__Task__.
Below are some records; output all of them exactly as they read.

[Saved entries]
--------

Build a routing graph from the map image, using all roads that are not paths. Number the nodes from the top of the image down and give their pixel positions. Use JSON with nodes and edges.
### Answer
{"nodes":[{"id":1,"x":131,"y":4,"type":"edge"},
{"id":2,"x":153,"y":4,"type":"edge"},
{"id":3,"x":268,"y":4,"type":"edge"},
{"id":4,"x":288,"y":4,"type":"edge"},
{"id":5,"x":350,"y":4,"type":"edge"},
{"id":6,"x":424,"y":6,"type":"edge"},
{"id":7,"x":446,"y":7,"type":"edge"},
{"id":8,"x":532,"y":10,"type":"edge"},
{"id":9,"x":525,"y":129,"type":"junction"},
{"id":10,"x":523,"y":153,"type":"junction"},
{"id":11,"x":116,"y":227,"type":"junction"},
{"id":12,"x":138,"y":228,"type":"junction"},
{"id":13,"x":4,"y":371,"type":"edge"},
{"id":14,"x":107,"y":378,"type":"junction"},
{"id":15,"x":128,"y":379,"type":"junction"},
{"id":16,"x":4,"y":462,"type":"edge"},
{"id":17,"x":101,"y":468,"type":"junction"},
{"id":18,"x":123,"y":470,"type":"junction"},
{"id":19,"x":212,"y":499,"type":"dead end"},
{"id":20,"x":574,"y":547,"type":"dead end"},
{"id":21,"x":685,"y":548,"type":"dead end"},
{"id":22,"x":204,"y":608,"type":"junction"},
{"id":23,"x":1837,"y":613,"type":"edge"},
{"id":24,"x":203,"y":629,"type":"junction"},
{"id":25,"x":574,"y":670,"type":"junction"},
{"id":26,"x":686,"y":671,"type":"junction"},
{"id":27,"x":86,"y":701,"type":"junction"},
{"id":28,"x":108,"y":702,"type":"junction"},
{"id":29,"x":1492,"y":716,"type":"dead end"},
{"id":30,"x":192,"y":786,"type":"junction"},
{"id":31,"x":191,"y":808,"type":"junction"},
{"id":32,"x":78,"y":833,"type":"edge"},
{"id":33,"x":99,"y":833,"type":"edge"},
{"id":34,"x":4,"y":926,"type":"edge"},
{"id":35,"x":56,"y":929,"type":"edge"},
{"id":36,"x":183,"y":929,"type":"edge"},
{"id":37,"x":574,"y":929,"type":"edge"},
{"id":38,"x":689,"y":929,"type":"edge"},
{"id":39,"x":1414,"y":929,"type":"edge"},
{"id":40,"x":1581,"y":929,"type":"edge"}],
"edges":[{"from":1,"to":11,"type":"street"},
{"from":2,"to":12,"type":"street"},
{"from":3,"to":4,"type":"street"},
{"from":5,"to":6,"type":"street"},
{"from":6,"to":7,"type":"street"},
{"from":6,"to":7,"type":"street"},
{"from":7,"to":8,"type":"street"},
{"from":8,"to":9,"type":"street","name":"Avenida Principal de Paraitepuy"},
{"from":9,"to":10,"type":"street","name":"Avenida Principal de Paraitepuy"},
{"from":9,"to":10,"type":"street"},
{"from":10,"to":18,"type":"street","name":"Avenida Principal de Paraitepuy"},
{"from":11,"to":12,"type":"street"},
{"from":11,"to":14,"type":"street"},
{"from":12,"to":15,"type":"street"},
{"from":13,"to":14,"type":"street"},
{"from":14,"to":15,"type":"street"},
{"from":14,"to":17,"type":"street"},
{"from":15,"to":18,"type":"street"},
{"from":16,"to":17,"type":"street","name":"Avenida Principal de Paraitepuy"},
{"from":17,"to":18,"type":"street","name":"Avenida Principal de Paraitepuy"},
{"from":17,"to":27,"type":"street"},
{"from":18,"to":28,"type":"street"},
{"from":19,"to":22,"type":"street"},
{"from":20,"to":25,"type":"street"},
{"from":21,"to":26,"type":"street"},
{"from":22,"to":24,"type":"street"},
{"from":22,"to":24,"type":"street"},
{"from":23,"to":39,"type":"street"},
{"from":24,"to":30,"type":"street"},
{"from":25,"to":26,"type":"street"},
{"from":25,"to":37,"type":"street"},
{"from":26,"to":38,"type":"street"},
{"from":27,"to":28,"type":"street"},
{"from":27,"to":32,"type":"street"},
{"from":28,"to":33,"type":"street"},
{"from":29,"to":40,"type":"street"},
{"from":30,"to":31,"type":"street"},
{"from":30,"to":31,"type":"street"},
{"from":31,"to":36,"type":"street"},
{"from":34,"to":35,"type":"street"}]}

--------

__Task result__.
Build a routing graph from the map image, using all roads that are not paths. Number the nodes from the top of the image down and give their pixel positions. Use JSON with nodes and edges.
### Answer
{"nodes":[{"id":1,"x":131,"y":4,"type":"edge"},
{"id":2,"x":153,"y":4,"type":"edge"},
{"id":3,"x":268,"y":4,"type":"edge"},
{"id":4,"x":288,"y":4,"type":"edge"},
{"id":5,"x":350,"y":4,"type":"edge"},
{"id":6,"x":424,"y":6,"type":"edge"},
{"id":7,"x":446,"y":7,"type":"edge"},
{"id":8,"x":532,"y":10,"type":"edge"},
{"id":9,"x":525,"y":129,"type":"junction"},
{"id":10,"x":523,"y":153,"type":"junction"},
{"id":11,"x":116,"y":227,"type":"junction"},
{"id":12,"x":138,"y":228,"type":"junction"},
{"id":13,"x":4,"y":371,"type":"edge"},
{"id":14,"x":107,"y":378,"type":"junction"},
{"id":15,"x":128,"y":379,"type":"junction"},
{"id":16,"x":4,"y":462,"type":"edge"},
{"id":17,"x":101,"y":468,"type":"junction"},
{"id":18,"x":123,"y":470,"type":"junction"},
{"id":19,"x":212,"y":499,"type":"dead end"},
{"id":20,"x":574,"y":547,"type":"dead end"},
{"id":21,"x":685,"y":548,"type":"dead end"},
{"id":22,"x":204,"y":608,"type":"junction"},
{"id":23,"x":1837,"y":613,"type":"edge"},
{"id":24,"x":203,"y":629,"type":"junction"},
{"id":25,"x":574,"y":670,"type":"junction"},
{"id":26,"x":686,"y":671,"type":"junction"},
{"id":27,"x":86,"y":701,"type":"junction"},
{"id":28,"x":108,"y":702,"type":"junction"},
{"id":29,"x":1492,"y":716,"type":"dead end"},
{"id":30,"x":192,"y":786,"type":"junction"},
{"id":31,"x":191,"y":808,"type":"junction"},
{"id":32,"x":78,"y":833,"type":"edge"},
{"id":33,"x":99,"y":833,"type":"edge"},
{"id":34,"x":4,"y":926,"type":"edge"},
{"id":35,"x":56,"y":929,"type":"edge"},
{"id":36,"x":183,"y":929,"type":"edge"},
{"id":37,"x":574,"y":929,"type":"edge"},
{"id":38,"x":689,"y":929,"type":"edge"},
{"id":39,"x":1414,"y":929,"type":"edge"},
{"id":40,"x":1581,"y":929,"type":"edge"}],
"edges":[{"from":1,"to":11,"type":"street"},
{"from":2,"to":12,"type":"street"},
{"from":3,"to":4,"type":"street"},
{"from":5,"to":6,"type":"street"},
{"from":6,"to":7,"type":"street"},
{"from":6,"to":7,"type":"street"},
{"from":7,"to":8,"type":"street"},
{"from":8,"to":9,"type":"street","name":"Avenida Principal de Paraitepuy"},
{"from":9,"to":10,"type":"street","name":"Avenida Principal de Paraitepuy"},
{"from":9,"to":10,"type":"street"},
{"from":10,"to":18,"type":"street","name":"Avenida Principal de Paraitepuy"},
{"from":11,"to":12,"type":"street"},
{"from":11,"to":14,"type":"street"},
{"from":12,"to":15,"type":"street"},
{"from":13,"to":14,"type":"street"},
{"from":14,"to":15,"type":"street"},
{"from":14,"to":17,"type":"street"},
{"from":15,"to":18,"type":"street"},
{"from":16,"to":17,"type":"street","name":"Avenida Principal de Paraitepuy"},
{"from":17,"to":18,"type":"street","name":"Avenida Principal de Paraitepuy"},
{"from":17,"to":27,"type":"street"},
{"from":18,"to":28,"type":"street"},
{"from":19,"to":22,"type":"street"},
{"from":20,"to":25,"type":"street"},
{"from":21,"to":26,"type":"street"},
{"from":22,"to":24,"type":"street"},
{"from":22,"to":24,"type":"street"},
{"from":23,"to":39,"type":"street"},
{"from":24,"to":30,"type":"street"},
{"from":25,"to":26,"type":"street"},
{"from":25,"to":37,"type":"street"},
{"from":26,"to":38,"type":"street"},
{"from":27,"to":28,"type":"street"},
{"from":27,"to":32,"type":"street"},
{"from":28,"to":33,"type":"street"},
{"from":29,"to":40,"type":"street"},
{"from":30,"to":31,"type":"street"},
{"from":30,"to":31,"type":"street"},
{"from":31,"to":36,"type":"street"},
{"from":34,"to":35,"type":"street"}]}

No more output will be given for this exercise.